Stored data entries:
========================================================================

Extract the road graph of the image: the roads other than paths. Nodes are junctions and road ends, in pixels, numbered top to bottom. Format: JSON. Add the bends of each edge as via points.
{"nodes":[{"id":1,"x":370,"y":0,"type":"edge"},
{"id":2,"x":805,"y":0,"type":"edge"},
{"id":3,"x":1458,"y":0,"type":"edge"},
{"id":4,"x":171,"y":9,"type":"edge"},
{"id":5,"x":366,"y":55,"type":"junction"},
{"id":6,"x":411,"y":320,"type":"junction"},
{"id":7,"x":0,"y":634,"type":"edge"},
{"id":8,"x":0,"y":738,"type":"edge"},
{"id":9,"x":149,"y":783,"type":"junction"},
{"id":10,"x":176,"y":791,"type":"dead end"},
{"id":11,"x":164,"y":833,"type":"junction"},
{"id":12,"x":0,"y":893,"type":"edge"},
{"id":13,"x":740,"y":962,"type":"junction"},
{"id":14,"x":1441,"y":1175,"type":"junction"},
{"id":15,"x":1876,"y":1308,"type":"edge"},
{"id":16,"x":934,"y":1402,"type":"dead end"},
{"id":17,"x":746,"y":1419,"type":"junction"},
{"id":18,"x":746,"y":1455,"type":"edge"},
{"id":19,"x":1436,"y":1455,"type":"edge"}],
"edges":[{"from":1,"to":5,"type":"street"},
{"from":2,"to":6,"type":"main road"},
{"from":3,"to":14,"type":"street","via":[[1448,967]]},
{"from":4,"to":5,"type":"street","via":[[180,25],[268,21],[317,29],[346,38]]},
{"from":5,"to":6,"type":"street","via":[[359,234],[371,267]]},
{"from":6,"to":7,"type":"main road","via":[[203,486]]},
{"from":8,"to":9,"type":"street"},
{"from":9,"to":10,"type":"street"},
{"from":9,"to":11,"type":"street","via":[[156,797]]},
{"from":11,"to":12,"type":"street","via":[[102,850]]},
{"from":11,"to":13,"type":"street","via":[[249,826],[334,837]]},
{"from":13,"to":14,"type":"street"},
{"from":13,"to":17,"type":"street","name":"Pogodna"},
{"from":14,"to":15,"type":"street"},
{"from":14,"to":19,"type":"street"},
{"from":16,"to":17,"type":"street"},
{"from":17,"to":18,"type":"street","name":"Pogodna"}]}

========================================================================

*What the task requires*: Find how many lines in the records contain the string "Pogodna", then give the number alone.

*Response area*: 2